Still a seller's market, but some home sellers getting burned

When it comes to residential real estate, sellers are still in the driver's seat.

That's one reason many prospective buyers are nervous. In some cases, nervous enough to leap before they really look.

Brent Williams-Ruth and his partner knew they had a hot property: Two bedrooms, two full baths with a great living and entertaining space in the popular South Lake Union neighborhood of Seattle.

Offers for the condo came quickly. The first, which they accepted, came six hours after the home was listed.

"It was full cash," explained Williams-Ruth, "and they wanted a quick closing."

Full cash meant no need for an appraisal. They figured it was a slam dunk. They took the place off the market and started packing. No more lock-box on the door. No more keeping the place in pristine condition for showings.

Then a week later the buyer backed out. It turns out the overseas buyer was planning to use the condo as rental investment property and was concerned the condo association might change their rental policy down the line.

Williams-Ruth not only lost the sale, he lost other potential buyers by taking the condo off the market. What's more, the back-out buyer got to take back their $20,000 in earnest money.

Seattle real estate broker Shari Kruse says stories like Brent's are not uncommon.

You really have to have an agent that looks at all the conditions on your purchase and sale agreement," said Kruse. "Most purchase and sale agreements are really written in favor of the buyer, even if the buyer makes a full-price offer."

Kruse and other real estate experts say the current demand for homes has some buyers making offers -- just in case -- and then backing out when they change their minds.

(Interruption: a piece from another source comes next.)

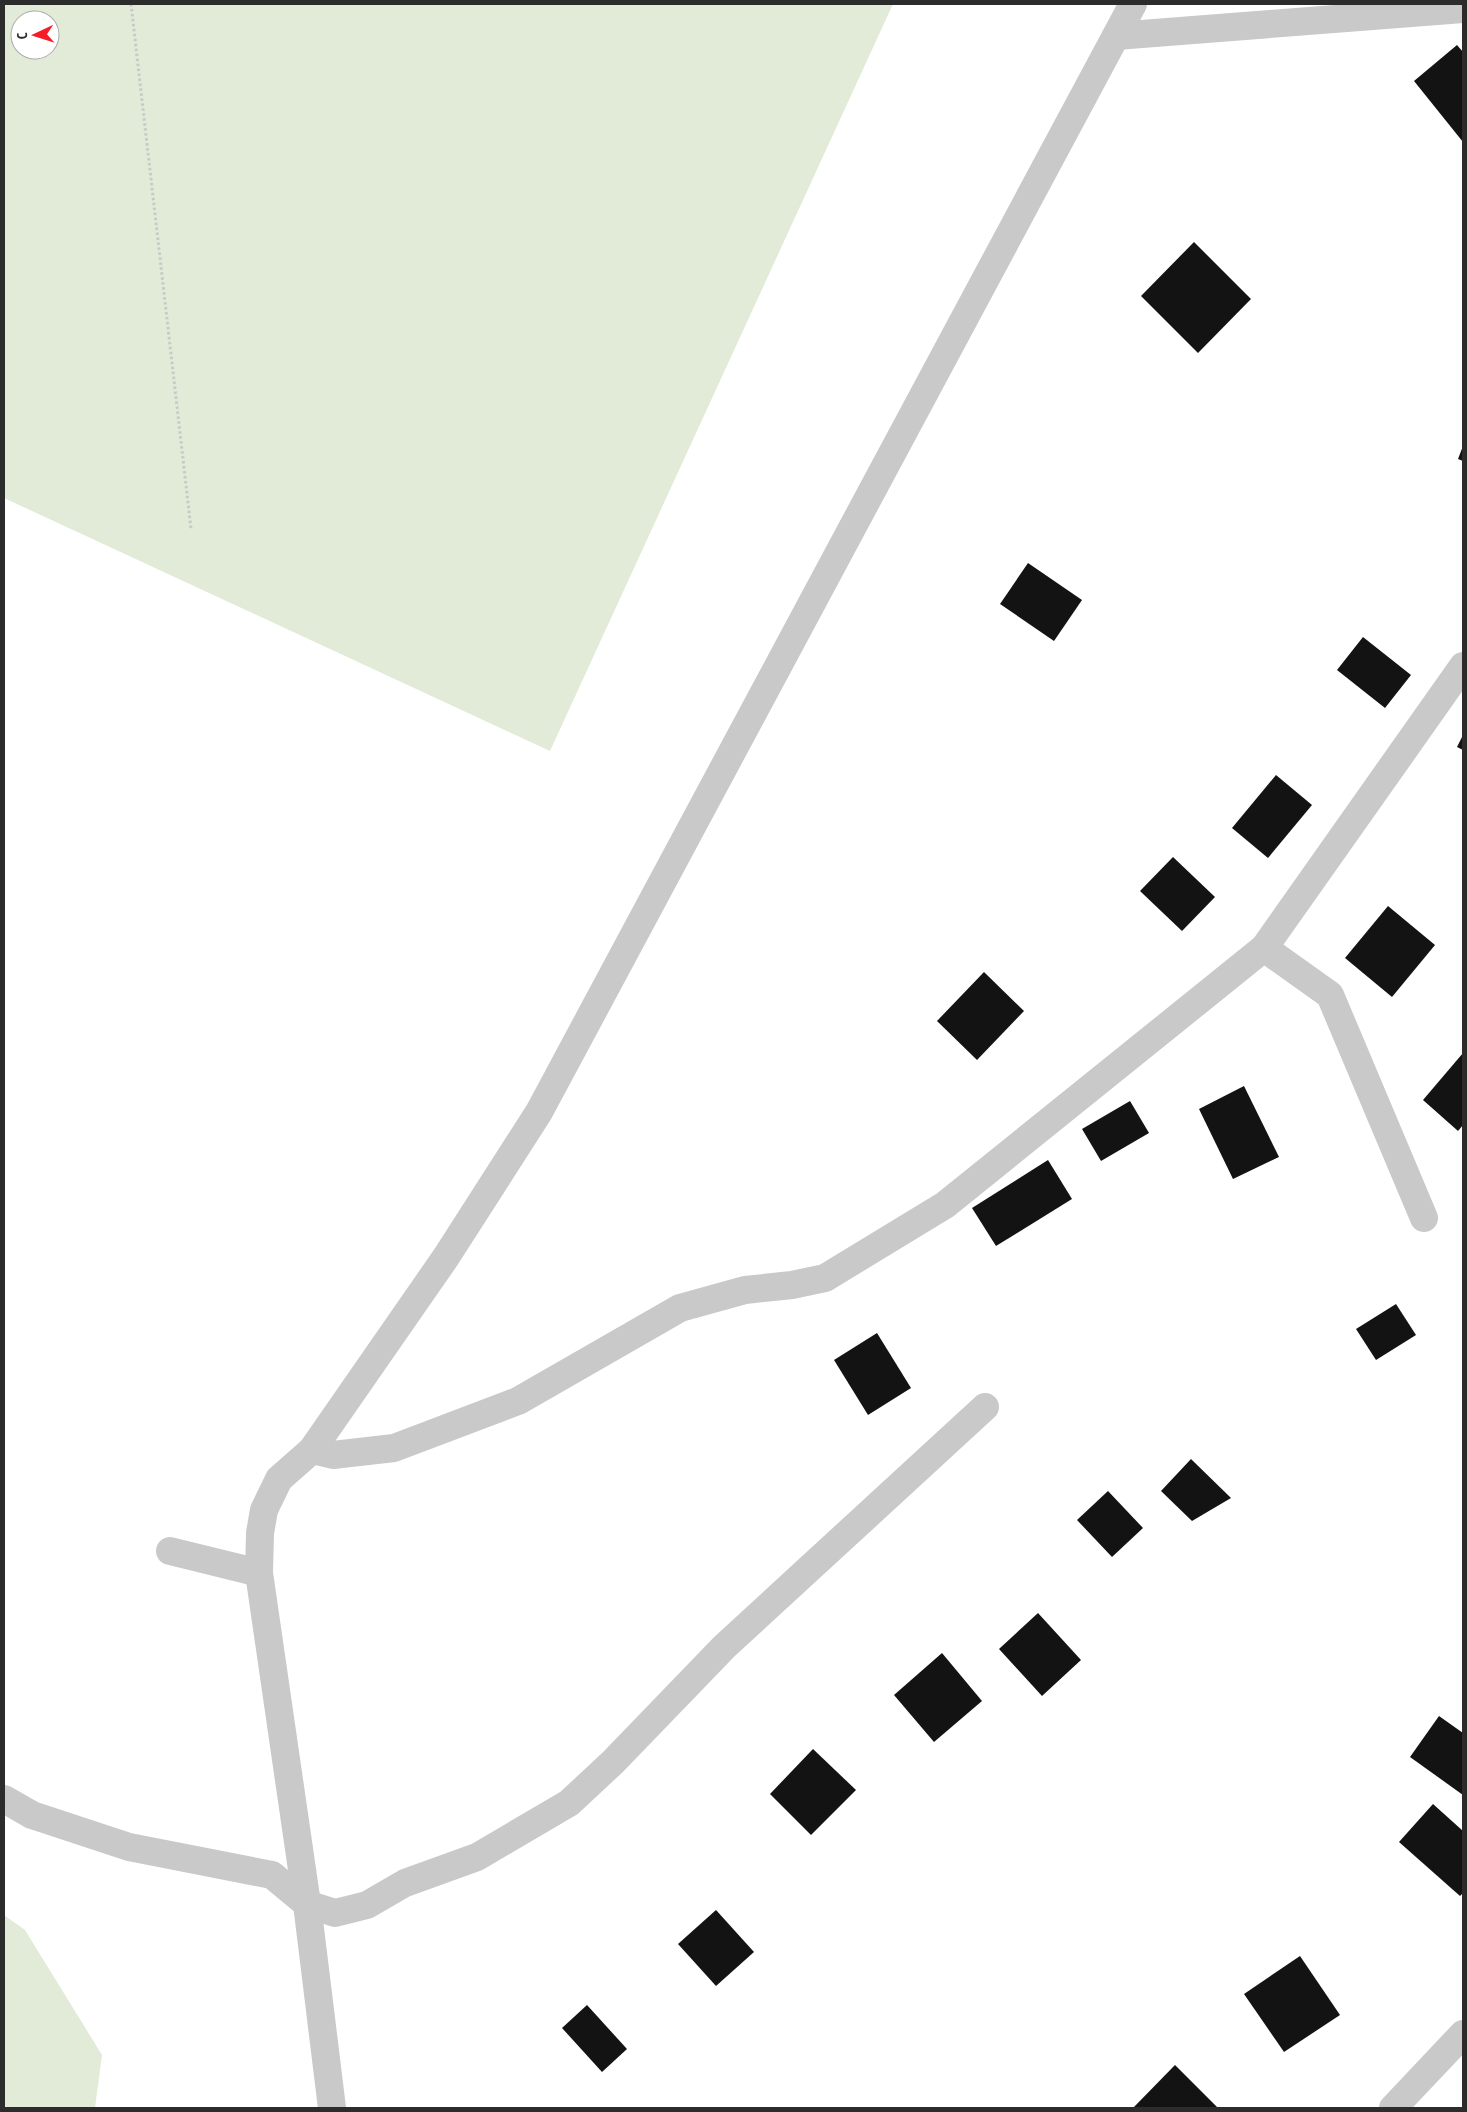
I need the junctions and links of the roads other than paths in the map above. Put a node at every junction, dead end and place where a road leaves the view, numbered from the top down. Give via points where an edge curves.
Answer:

You've got to scrutinize your buyers.

"Make sure that the conditions have been met. That the buyer has approved your disclosure form," Kruse stressed.

It's also important for buyers to make sure they understand the disclosures and contingencies in the contract. And even if you accept an offer, don't take it off the market. While you must clearly disclose that the property has a contract pending, keep showing it and accept back-up offers because deals can and do fall through for any variety of reasons.

Real estate experts say taking your home off the market before a deal closes can cost you tens of thousands of dollars in missed back up offers. That's why it's critical to get an agent who knows the market, is experienced with pricing properties like yours, and really knows what they're doing when it comes to details.